● Activity:
Out of the records below, copy all lines in which the word "Carroll" occurs.

● Exercise data:
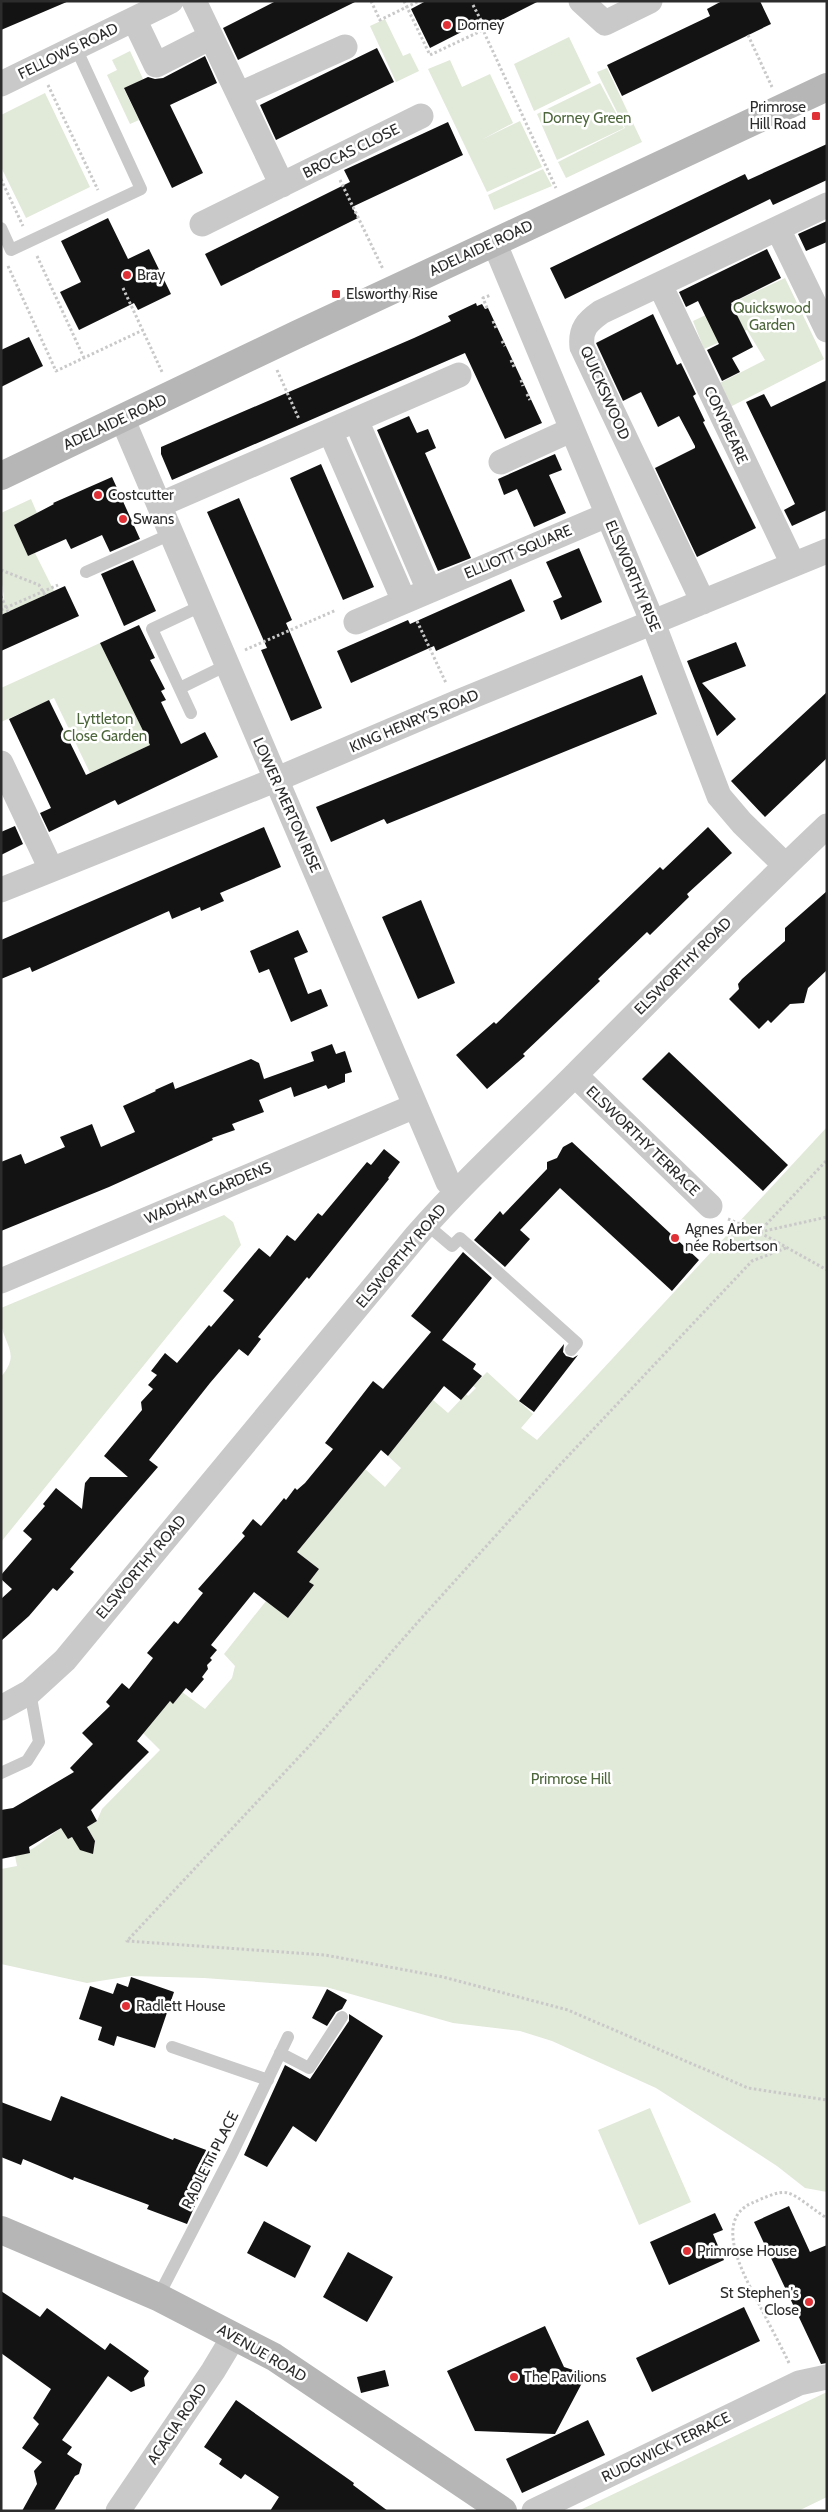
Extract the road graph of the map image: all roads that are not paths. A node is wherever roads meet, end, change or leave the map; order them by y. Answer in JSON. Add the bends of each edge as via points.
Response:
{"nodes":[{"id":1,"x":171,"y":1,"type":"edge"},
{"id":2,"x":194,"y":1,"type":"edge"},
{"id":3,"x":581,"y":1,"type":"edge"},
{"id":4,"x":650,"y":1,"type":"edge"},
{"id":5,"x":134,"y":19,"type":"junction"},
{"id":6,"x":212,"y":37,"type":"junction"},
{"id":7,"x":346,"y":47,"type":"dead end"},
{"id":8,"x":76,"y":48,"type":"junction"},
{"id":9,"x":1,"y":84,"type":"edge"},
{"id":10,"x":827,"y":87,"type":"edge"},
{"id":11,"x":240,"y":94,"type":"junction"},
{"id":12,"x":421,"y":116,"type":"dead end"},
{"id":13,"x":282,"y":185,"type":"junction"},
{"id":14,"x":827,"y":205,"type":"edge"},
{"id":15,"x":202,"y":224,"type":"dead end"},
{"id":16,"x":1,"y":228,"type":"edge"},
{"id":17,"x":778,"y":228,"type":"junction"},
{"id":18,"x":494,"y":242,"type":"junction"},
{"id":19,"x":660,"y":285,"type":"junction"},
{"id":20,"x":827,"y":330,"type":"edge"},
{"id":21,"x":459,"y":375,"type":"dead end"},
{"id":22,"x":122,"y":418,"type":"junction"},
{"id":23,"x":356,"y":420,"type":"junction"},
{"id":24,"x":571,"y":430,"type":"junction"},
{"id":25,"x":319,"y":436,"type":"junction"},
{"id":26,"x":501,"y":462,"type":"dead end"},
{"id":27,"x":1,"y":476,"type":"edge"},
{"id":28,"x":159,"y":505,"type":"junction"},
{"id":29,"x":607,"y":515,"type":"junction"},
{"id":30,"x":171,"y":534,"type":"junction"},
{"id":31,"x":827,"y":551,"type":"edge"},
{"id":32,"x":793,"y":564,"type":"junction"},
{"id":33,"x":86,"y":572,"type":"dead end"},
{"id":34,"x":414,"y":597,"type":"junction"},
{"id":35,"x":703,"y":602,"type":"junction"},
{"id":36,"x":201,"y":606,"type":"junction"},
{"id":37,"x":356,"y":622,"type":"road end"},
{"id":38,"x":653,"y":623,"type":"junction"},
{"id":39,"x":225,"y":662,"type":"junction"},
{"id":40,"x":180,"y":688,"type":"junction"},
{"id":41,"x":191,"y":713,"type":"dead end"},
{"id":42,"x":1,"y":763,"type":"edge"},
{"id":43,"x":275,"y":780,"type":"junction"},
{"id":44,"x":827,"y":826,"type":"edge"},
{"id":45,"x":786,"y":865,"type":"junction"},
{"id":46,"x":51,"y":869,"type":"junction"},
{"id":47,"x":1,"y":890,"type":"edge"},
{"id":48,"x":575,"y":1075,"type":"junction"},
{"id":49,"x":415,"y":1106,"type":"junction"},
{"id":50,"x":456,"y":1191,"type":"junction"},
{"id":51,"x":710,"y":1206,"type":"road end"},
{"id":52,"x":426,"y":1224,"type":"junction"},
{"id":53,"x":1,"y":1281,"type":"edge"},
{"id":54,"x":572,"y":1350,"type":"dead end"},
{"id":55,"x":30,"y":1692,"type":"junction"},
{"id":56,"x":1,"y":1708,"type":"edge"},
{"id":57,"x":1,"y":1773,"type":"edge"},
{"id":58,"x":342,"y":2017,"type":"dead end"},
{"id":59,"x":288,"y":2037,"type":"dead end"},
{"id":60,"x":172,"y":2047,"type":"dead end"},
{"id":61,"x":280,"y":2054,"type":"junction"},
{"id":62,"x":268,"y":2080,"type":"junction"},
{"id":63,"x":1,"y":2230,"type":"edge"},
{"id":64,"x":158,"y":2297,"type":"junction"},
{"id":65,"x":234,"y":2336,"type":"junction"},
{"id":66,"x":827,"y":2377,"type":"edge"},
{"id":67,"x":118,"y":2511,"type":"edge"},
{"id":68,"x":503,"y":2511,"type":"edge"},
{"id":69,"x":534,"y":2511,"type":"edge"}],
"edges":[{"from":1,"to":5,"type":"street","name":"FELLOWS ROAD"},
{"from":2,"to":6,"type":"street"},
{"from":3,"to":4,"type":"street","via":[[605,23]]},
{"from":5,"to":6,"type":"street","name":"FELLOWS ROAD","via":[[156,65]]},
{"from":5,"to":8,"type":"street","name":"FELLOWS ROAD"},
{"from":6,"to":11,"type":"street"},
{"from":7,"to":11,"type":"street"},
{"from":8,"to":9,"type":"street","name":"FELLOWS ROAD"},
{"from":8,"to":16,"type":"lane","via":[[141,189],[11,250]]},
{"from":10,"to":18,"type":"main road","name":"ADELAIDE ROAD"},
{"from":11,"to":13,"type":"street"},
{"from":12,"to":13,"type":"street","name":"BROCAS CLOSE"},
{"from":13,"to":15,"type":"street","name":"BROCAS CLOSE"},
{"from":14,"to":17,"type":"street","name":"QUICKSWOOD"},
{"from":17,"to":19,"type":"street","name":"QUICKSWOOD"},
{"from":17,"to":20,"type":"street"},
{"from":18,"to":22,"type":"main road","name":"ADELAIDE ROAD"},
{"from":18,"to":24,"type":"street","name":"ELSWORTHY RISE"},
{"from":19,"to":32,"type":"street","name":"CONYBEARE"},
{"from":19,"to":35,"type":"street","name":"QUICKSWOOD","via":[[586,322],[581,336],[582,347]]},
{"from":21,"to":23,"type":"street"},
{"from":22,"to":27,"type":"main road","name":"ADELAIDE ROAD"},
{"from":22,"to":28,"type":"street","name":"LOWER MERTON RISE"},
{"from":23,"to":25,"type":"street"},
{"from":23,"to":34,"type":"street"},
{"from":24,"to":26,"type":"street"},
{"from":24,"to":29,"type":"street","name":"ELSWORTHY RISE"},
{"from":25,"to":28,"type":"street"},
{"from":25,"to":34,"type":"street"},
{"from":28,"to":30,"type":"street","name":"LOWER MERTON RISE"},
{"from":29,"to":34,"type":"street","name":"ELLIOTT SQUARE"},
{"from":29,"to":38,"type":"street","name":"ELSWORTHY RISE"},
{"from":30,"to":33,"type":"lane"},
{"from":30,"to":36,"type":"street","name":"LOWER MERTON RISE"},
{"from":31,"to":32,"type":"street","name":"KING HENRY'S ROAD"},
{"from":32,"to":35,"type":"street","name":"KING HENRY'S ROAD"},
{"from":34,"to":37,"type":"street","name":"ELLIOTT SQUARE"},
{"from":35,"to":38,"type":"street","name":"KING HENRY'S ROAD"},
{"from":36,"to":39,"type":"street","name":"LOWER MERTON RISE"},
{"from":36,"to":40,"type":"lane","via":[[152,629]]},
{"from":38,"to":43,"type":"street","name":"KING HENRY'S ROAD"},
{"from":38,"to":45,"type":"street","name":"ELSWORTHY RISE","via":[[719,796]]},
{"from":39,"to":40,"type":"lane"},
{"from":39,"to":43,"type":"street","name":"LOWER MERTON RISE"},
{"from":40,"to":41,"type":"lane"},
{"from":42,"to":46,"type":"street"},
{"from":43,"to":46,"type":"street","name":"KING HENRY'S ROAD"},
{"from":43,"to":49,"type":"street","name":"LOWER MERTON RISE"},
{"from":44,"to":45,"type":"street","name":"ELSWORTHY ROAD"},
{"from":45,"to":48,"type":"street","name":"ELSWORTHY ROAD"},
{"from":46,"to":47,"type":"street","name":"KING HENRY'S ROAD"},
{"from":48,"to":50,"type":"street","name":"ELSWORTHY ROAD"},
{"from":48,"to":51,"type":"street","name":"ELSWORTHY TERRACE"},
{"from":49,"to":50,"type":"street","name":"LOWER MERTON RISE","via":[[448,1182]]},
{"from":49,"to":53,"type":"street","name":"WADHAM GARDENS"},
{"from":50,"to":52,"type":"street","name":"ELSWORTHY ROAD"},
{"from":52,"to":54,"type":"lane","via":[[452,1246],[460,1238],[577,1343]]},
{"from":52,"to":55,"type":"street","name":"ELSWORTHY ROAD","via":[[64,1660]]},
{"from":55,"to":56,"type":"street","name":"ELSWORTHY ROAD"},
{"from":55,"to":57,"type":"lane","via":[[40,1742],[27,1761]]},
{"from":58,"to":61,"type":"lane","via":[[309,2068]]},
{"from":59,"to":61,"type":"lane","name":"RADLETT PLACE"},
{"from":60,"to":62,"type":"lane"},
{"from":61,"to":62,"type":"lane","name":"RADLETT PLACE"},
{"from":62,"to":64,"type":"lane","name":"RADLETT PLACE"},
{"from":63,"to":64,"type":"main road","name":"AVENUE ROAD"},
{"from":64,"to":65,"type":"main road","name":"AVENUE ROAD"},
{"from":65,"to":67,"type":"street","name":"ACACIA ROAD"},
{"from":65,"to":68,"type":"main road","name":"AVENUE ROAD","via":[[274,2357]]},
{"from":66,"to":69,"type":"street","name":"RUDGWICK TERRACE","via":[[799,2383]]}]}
...
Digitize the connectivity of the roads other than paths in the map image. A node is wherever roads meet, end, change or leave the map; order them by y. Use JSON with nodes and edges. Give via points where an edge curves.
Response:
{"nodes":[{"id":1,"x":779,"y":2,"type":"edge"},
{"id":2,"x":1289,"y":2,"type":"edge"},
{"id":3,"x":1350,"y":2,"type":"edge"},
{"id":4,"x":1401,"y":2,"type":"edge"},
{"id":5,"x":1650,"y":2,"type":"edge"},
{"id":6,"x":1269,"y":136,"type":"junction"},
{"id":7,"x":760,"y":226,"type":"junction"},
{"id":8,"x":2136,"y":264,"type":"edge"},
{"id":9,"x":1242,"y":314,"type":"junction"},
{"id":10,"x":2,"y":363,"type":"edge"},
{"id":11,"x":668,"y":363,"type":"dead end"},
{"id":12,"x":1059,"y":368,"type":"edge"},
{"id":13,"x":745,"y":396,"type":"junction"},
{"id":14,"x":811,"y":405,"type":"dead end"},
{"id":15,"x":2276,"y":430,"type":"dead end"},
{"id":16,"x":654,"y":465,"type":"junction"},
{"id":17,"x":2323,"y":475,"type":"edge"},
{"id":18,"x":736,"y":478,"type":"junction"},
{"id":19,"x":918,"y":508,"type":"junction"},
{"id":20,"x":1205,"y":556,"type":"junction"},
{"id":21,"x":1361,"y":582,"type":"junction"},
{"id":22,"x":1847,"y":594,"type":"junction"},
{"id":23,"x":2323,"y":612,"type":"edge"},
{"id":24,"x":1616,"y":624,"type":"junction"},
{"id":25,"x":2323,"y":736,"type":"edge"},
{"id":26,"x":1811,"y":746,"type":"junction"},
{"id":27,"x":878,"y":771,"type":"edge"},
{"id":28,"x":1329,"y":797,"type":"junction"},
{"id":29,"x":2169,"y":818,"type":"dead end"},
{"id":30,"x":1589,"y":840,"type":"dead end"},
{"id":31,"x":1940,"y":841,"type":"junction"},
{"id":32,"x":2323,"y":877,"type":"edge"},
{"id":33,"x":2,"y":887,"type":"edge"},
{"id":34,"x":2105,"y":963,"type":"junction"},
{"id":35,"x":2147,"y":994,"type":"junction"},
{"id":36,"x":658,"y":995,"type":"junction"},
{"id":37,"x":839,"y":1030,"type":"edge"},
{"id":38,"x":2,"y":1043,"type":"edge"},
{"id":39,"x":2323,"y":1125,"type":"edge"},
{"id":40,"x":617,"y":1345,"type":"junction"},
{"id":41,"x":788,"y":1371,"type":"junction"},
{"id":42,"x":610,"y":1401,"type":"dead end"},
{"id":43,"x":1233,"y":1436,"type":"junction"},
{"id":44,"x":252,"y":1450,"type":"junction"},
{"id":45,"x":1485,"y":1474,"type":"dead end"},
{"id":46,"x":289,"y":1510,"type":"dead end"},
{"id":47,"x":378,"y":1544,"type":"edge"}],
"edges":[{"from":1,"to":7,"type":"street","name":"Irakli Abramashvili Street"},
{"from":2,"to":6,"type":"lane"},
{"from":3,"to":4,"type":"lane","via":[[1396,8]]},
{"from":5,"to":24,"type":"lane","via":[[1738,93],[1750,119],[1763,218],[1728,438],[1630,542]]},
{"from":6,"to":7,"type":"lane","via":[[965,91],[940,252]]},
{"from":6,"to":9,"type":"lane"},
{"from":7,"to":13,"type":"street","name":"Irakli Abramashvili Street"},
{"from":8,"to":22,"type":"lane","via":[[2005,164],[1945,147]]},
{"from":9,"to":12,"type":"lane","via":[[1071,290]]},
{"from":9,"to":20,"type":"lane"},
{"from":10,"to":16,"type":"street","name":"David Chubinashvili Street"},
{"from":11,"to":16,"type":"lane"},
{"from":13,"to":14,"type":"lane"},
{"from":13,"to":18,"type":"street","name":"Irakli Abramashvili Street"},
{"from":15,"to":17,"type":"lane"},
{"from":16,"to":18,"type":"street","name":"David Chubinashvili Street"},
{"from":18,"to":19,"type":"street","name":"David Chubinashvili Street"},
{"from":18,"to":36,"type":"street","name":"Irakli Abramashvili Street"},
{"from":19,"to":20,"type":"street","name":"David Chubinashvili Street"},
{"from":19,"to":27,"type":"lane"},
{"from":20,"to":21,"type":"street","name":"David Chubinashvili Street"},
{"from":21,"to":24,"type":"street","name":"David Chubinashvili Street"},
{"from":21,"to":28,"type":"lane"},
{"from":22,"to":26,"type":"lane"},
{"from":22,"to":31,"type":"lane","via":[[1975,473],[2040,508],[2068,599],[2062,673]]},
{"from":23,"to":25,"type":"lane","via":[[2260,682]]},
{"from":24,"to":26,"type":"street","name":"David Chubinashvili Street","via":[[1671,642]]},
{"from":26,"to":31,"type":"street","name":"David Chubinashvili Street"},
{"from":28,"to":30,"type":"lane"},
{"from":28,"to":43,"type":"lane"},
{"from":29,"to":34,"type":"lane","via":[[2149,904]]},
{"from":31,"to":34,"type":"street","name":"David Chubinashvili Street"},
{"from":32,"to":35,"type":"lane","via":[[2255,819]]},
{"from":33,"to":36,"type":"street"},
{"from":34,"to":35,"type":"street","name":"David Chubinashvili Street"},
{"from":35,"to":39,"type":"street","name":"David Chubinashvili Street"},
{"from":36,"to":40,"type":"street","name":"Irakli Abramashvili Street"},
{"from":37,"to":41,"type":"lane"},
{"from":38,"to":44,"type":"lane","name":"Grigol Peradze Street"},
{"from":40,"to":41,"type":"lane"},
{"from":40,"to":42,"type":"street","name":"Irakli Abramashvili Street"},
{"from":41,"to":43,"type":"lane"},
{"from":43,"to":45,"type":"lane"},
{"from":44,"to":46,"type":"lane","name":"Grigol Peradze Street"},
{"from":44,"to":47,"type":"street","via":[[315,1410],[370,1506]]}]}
==
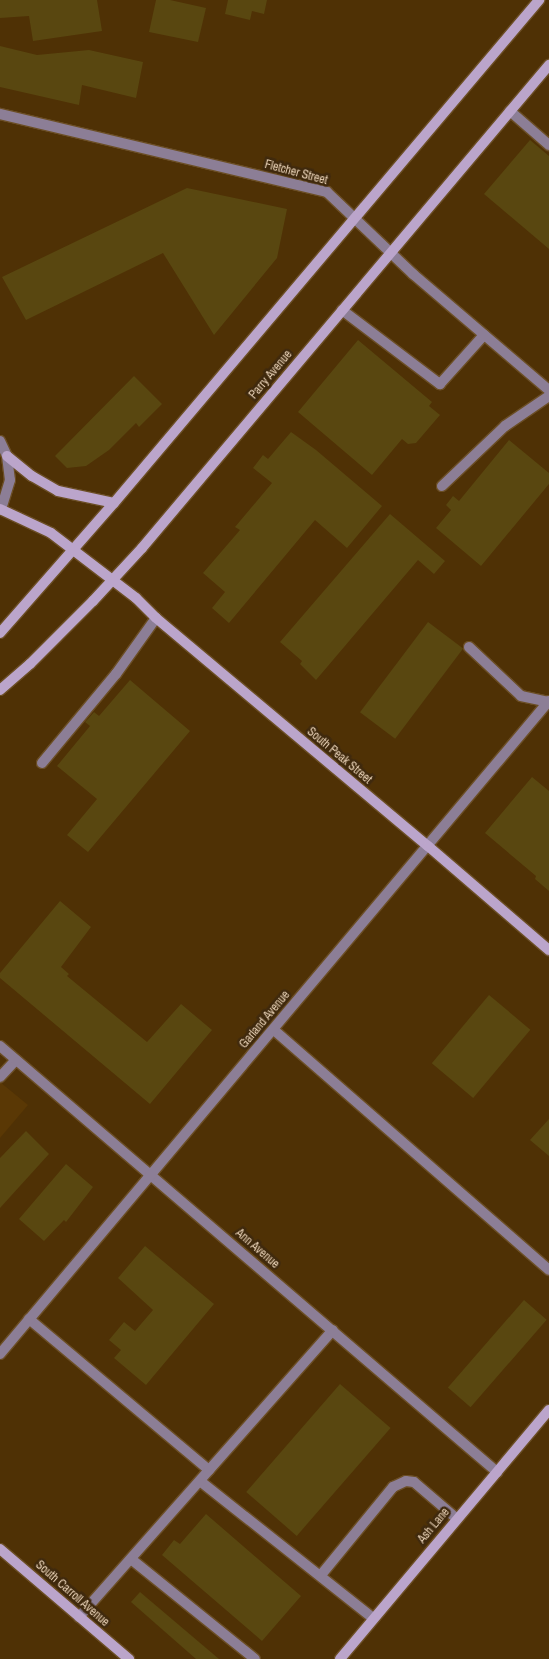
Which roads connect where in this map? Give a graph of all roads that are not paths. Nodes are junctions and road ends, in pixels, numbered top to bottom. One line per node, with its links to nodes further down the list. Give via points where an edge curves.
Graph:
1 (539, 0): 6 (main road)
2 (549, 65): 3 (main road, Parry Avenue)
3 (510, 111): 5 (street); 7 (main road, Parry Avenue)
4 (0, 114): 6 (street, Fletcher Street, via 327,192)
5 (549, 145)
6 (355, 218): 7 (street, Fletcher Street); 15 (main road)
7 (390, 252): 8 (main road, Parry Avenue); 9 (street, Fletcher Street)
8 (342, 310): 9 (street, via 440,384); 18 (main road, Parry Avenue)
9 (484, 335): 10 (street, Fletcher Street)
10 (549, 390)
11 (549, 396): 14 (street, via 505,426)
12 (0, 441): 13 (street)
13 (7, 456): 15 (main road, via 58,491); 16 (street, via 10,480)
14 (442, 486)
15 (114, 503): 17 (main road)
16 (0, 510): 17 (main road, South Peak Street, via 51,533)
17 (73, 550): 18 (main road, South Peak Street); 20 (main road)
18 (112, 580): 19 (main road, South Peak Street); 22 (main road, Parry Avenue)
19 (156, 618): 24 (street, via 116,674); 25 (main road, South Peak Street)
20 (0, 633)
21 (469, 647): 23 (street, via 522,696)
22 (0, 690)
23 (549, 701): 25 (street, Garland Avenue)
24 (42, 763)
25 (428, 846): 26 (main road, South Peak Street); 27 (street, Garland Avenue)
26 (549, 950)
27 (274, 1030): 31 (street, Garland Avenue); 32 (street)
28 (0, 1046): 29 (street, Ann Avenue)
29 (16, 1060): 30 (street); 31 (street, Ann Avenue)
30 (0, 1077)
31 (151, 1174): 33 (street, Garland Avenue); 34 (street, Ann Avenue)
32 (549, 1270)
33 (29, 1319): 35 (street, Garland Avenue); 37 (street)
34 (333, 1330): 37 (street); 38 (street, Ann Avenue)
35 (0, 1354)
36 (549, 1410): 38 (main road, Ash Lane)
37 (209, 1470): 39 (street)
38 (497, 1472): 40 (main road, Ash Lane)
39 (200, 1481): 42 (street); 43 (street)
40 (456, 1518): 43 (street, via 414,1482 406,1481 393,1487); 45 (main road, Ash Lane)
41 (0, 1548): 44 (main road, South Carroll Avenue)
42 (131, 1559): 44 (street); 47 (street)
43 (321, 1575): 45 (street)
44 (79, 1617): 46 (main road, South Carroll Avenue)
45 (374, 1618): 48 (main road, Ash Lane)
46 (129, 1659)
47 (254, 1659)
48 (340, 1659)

● Solution to this task:
41 (0, 1548): 44 (main road, South Carroll Avenue)
44 (79, 1617): 46 (main road, South Carroll Avenue)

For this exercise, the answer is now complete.